Così Alexander Shields, cuore e anima del progetto A Grave With No Name, ama definire la sua musica. Shields ha fatto molta strada da “Mountain Debris” che l’ha fatto conoscere nell’ormai lontano 2009. Tre album (tra cui l’ottimo “Feathers Wet, Under the Moon”) dopo quell’esordio esordio lo-fi per necessità e vocazione, i punti di forza di questo raffinato troubadour inglese con una passione per i field recordings, il folk e il country restano gli stessi: l’intensità, la gentilezza, l’onestà mostrata nel parlare di sentimenti senza sdolcinato romanticismo, l’abilità nel raccontare piccole storie private rendendole universali.
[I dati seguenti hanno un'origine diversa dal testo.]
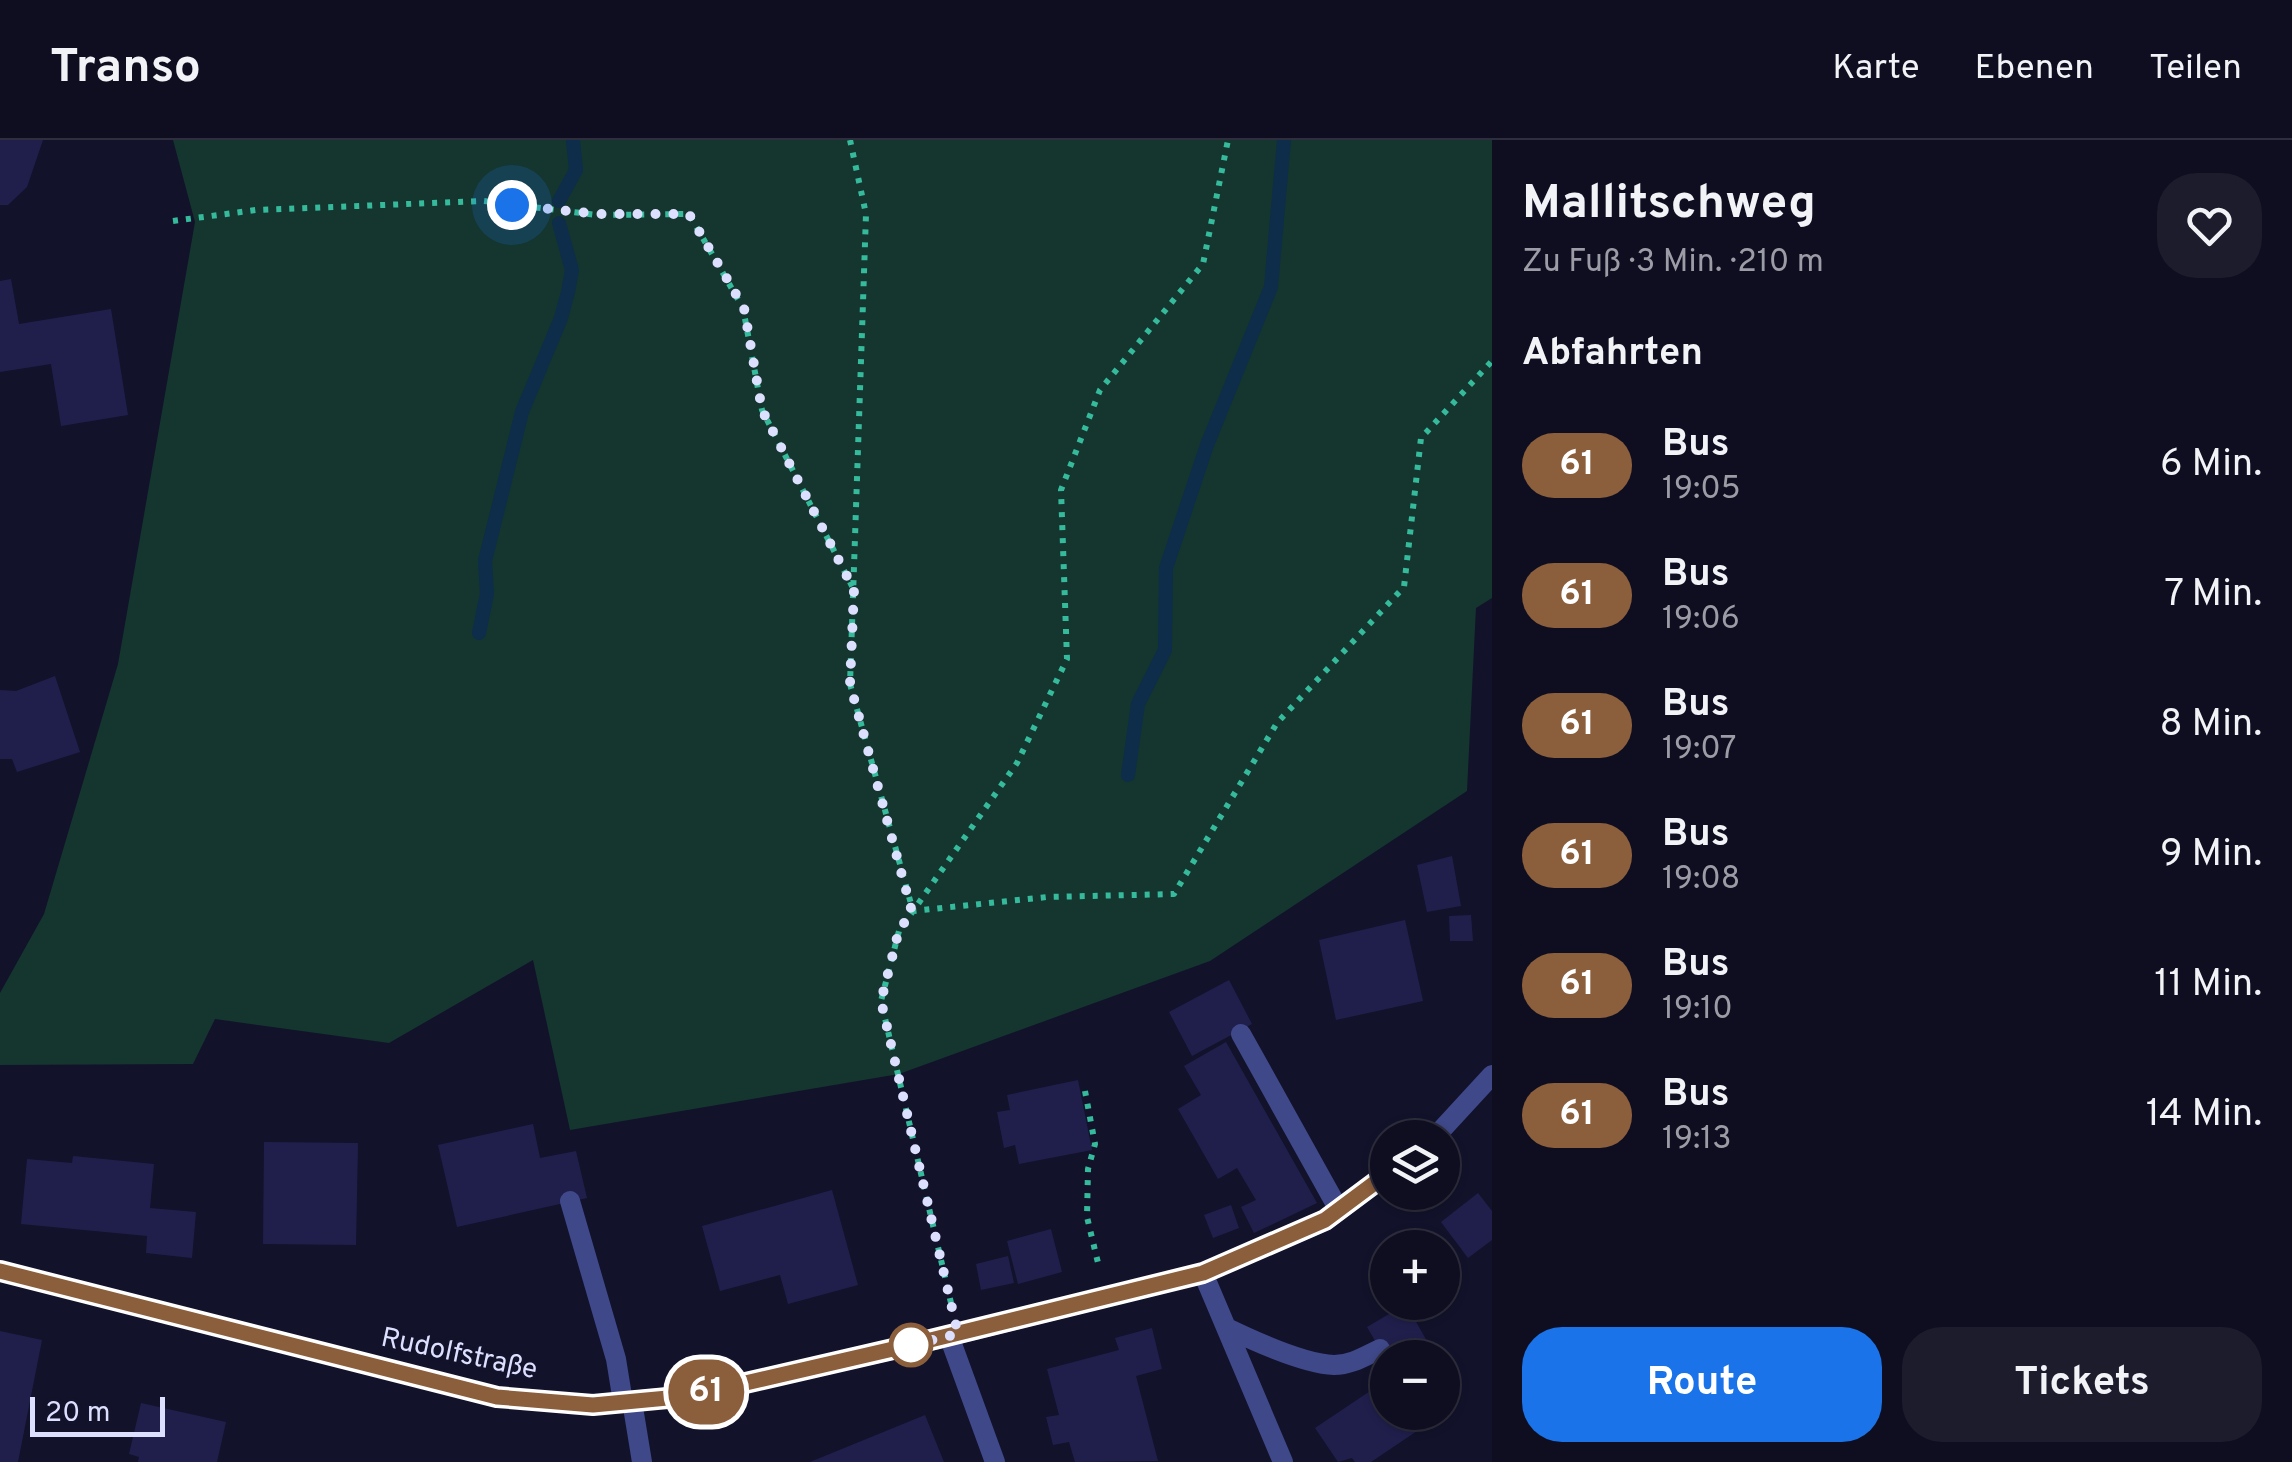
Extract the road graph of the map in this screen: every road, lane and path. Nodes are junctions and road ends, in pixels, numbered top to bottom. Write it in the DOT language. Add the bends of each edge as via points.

Echi di Sparklehorse, Sufjan Stevens, Mount Eerie e Okkervil River si rincorrono in “Passover”, registrato qualche mese fa agli Holy Mountain Studios di Londra con Daniel Paton alla batteria e Ben Reed al basso ma nato ancora prima, mentre Shieldsera a casa dei genitori dopo la morte della nonna.
E proprio di famiglia, rimpianto, lutto e rinascita parla questo nuovo album, che segna l’inizio di una nuova fase di A Grave With No Name dopo un 2016 segnato dal brillante minimalismo di “Wooden Mask”, dalla parentesi ambient di “Pocketknife” e un’enciclopedica raccolta di demo e outtakes chiamata semplicemente “Debris” pubblicata l’anno scorso. Le tredici canzoni di “Passover” esplorano territori più melodici ma sempre carichi di emozioni. Il rapporto con la natura resta centrale nei testi di Alexander Shields, che questa volta sceglie di affidarsi ancor più che in passato a violini, violoncelli, sintetizzatori e pedal steel che accompagnano quasi ogni brano senza essere invasivi. A cambiare è soprattutto la struttura dell’album: l’alternanza tra field recordings e musica pura è più sfumata e a dividere in piccoli gruppi i brani sono due tracce strumentali (“Path” e “Canary”) e i quarantasei secondi di “interlude”. Come se Shields stesse cercando di mettere ordine, di provare a catalogare sentimenti, ricordi.
Tecnica e dettagli a parte resta l’atmosfera che A Grave With No Name riesce a evocare, la strana sensazione di calma e pericolo imminente sempre in agguato anche nelle cose più familiari e quotidiane. Once Work Is Done For The Day / And Our Cups Are Filled With Wine / I Feel Sleep Gather At The Corners Of My Eyes canta Alexander Shields accompagnato dai dolci accordi di chitarra di “Supper” ricordando un lungo, freddo inverno passato insieme alla sorella aspettando la primavera. Sono momenti come questo che rendono “Passover” un disco perfetto per affrontare questo di inverno, iniziato da poco. Un nuovo capitolo per A Grave With No Name, che conferma quanto la musica di Shields possa essere necessaria a volte.